The Storyville District was home to countless bars and upscale brothels in mansions on Basin Street. It received the name “Storyville” after a city official who aided greatly in the funding of the district’s creation, Alderman Sidney Story. While on the back streets dance halls, “pads,” and “cribs” were where prostitution was most prevalent. The junctions in this area such as the Tuxedo Dance Hall gave budding jazz musicians a place to perfect their craft and get paid.

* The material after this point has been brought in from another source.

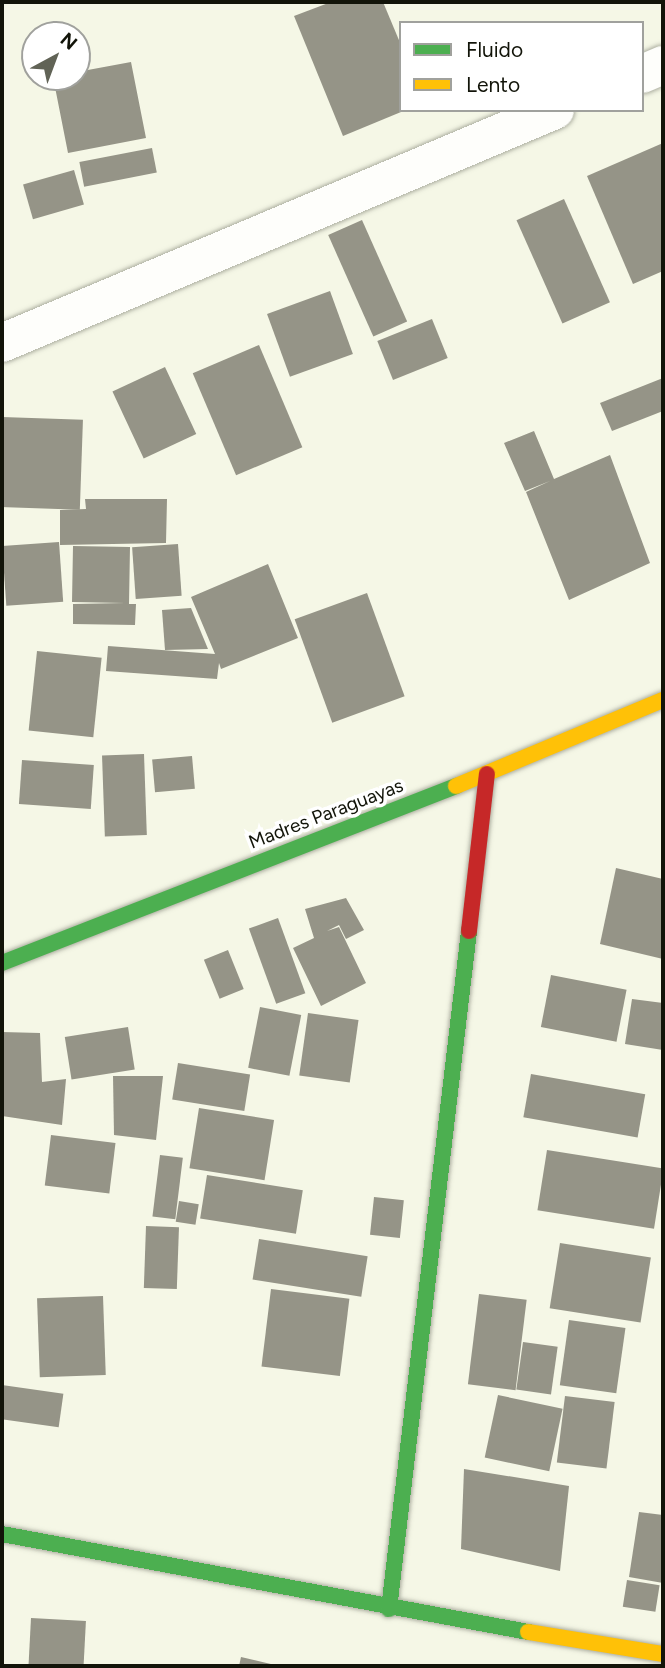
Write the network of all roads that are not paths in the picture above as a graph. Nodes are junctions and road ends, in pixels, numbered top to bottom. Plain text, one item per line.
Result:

On Basin Street Lulu White’s Mahogany Hall was a staple for parlor pianist, Jelly Roll Morton. A notoriously known “Big 25” was a hotspot for jazz musicians like King Oliver and Louis Armstrong, and “Big Eye” Louis Nelson.  Pete Lala’s saloon, a little past Iberville was known to have some of the best musicians at the time.

The Birth of Jazz

With such a strong community in the Storyville district, the jazz musicians often had contests to determine which players were the best. Today one of the only standing stores from the Storyville days is Frank Early’s My Place Saloon. Today it is a corner store on Crozat Street and Bienville. But the history is still there. It’s known as one of the places that Tony Jackson, another talented jazz pianist, frequently played. The musicians who played here are the reason Storyville is called the birthplace of jazz.

That and the fact that it closed in 1917 by the United States Navy to build Iberville housing projects. When the district closed, the artists who played on Storyville were forced to find other jobs. Forced to play in other areas, this caused the New Orleans jazz style to spread through World War I as jazz bands and musicians traveled.